* [TASK TO COMPLETE]: Every line in the records below that holds the word "edges" is to be copied.

=== Begin Enclosure ===

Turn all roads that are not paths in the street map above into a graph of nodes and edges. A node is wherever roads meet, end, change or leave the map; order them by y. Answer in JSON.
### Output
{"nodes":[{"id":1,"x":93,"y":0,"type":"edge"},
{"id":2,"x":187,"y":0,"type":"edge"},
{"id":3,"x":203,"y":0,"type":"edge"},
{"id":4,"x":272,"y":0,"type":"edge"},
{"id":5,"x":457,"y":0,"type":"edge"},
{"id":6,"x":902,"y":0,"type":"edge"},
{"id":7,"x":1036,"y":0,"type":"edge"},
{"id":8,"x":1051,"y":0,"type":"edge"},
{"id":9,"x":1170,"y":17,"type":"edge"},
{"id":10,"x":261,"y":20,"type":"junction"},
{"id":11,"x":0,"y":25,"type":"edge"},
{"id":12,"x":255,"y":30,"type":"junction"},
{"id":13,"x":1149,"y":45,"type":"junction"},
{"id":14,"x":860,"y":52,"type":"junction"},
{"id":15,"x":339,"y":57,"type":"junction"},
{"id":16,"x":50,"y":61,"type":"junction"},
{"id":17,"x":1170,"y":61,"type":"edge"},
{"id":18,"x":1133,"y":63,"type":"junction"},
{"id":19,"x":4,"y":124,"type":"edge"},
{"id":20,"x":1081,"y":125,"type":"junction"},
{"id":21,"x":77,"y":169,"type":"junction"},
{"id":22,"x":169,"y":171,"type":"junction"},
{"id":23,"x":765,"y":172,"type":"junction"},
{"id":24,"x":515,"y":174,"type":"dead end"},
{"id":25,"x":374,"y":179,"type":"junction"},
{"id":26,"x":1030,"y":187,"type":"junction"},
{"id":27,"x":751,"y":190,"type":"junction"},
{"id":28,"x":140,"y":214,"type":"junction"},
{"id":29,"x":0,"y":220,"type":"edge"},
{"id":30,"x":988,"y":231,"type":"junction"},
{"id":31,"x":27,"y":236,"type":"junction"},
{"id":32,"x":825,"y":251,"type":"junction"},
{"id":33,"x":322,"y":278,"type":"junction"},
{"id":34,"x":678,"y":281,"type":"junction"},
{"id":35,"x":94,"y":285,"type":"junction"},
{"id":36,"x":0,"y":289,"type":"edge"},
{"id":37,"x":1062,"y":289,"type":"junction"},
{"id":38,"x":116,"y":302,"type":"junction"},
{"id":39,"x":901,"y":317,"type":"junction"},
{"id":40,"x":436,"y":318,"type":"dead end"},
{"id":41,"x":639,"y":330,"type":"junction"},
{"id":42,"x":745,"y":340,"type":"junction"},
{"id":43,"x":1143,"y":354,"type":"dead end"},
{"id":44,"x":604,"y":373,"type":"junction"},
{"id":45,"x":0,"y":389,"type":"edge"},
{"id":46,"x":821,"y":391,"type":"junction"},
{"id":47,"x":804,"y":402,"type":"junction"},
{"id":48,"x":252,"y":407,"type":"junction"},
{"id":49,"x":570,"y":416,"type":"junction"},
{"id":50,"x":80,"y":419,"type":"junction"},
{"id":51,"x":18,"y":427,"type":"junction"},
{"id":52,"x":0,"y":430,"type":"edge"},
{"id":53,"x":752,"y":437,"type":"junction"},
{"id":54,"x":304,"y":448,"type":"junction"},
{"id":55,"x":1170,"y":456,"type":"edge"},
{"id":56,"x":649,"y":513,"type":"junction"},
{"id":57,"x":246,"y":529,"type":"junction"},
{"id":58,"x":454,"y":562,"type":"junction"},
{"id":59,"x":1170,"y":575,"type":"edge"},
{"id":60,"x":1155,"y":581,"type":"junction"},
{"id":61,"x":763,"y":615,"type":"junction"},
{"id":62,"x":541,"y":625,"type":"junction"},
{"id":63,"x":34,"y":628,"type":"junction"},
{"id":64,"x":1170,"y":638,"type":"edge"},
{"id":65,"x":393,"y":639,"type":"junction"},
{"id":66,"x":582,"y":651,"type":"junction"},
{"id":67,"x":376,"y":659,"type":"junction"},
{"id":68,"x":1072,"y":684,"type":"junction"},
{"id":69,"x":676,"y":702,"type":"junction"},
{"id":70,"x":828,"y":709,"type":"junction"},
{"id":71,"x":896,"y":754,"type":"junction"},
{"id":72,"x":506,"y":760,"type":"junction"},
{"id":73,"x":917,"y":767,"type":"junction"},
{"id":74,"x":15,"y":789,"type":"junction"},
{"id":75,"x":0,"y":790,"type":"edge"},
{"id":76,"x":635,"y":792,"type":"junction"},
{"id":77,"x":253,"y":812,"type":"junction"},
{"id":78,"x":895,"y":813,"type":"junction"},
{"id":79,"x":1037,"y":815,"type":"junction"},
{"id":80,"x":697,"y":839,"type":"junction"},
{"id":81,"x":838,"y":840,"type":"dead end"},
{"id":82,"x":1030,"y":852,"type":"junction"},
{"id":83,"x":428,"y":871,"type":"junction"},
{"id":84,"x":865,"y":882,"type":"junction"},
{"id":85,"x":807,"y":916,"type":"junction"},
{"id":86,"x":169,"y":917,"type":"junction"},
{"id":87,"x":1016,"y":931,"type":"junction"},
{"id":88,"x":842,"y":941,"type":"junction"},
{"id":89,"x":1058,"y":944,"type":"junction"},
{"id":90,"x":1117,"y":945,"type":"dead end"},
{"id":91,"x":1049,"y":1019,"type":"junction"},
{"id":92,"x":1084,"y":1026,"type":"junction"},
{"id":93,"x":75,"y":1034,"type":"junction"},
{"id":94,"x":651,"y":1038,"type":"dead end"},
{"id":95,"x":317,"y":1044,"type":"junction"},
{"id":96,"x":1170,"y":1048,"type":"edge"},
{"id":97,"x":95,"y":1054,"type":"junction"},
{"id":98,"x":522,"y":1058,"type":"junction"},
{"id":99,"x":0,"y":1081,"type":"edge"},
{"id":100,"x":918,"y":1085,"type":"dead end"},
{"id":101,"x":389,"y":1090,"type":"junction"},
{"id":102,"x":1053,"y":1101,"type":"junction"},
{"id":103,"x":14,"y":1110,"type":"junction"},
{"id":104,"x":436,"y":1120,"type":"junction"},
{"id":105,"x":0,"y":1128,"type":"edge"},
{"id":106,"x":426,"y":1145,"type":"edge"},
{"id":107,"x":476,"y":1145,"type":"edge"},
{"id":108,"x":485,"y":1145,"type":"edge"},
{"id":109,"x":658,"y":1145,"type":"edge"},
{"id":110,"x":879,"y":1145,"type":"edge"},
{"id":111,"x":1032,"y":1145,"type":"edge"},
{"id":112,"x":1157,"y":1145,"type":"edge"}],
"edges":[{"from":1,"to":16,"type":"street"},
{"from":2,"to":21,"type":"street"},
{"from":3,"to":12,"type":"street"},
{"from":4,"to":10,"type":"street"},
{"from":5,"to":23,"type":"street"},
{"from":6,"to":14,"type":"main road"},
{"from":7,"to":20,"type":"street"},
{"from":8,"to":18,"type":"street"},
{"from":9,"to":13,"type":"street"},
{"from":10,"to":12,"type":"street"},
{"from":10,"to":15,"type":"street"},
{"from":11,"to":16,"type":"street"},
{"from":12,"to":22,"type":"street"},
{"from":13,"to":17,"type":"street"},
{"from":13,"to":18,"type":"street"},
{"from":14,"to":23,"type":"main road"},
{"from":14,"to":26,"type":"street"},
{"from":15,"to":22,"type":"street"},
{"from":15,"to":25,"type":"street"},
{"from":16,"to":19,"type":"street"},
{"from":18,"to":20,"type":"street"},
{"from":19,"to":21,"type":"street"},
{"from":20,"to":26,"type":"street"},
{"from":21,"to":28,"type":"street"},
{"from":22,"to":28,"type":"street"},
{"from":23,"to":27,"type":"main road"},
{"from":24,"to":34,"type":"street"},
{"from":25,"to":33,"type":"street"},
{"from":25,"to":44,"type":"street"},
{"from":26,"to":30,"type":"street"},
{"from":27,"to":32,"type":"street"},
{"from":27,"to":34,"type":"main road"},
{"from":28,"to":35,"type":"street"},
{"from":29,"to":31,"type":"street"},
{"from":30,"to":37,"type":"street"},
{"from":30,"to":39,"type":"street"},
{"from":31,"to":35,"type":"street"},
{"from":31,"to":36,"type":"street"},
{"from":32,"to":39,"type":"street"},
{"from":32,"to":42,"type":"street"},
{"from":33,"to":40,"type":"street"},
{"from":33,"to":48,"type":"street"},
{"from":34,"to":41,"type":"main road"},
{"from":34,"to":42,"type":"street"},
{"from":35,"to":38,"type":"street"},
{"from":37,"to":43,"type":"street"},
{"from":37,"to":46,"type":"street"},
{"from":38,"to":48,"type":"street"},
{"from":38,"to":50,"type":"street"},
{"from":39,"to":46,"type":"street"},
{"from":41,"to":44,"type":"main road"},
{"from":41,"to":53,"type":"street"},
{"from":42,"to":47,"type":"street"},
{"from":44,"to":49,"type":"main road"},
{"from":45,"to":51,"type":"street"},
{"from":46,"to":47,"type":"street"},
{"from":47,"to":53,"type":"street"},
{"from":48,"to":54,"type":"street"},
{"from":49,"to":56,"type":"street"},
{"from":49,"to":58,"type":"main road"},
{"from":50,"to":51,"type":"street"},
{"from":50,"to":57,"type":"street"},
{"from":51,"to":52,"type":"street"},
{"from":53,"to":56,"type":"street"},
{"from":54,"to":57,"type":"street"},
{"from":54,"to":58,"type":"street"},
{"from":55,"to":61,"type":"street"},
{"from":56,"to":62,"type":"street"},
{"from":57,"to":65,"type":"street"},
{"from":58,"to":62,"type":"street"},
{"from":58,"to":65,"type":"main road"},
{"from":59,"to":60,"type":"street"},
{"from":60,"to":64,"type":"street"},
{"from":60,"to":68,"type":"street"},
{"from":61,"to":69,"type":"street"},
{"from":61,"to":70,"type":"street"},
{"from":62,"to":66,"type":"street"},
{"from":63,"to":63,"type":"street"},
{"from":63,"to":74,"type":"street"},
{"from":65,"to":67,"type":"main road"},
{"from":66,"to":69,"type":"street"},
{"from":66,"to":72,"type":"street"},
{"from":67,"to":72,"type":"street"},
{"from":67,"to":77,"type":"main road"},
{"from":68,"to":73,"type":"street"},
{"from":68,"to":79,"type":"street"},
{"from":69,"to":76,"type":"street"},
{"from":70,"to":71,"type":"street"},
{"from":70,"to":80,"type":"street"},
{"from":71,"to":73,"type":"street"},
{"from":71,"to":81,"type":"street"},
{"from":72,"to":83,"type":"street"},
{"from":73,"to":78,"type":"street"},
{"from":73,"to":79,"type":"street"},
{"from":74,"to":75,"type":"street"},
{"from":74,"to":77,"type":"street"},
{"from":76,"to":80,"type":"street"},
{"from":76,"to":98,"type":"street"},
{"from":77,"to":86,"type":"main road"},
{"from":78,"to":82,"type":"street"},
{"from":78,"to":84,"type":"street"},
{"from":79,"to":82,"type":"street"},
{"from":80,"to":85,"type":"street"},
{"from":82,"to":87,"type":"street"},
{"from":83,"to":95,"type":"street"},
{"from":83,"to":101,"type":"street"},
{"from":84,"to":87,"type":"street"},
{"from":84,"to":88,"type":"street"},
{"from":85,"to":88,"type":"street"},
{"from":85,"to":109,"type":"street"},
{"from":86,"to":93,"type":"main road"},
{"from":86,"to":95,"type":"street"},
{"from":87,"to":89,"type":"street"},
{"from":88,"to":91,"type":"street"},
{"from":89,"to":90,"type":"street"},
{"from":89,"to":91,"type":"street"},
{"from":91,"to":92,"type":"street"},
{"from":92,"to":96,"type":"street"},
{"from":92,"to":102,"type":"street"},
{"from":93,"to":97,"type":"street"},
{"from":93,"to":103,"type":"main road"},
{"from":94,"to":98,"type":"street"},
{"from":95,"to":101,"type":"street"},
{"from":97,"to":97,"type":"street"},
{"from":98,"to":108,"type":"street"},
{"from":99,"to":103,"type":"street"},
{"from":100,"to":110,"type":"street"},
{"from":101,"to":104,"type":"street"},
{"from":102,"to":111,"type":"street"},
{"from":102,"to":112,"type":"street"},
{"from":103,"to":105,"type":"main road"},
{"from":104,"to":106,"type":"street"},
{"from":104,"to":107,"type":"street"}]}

=== End Enclosure ===

* [SOLUTION TO THE EXERCISE]:
Turn all roads that are not paths in the street map above into a graph of nodes and edges. A node is wherever roads meet, end, change or leave the map; order them by y. Answer in JSON.
"edges":[{"from":1,"to":16,"type":"street"},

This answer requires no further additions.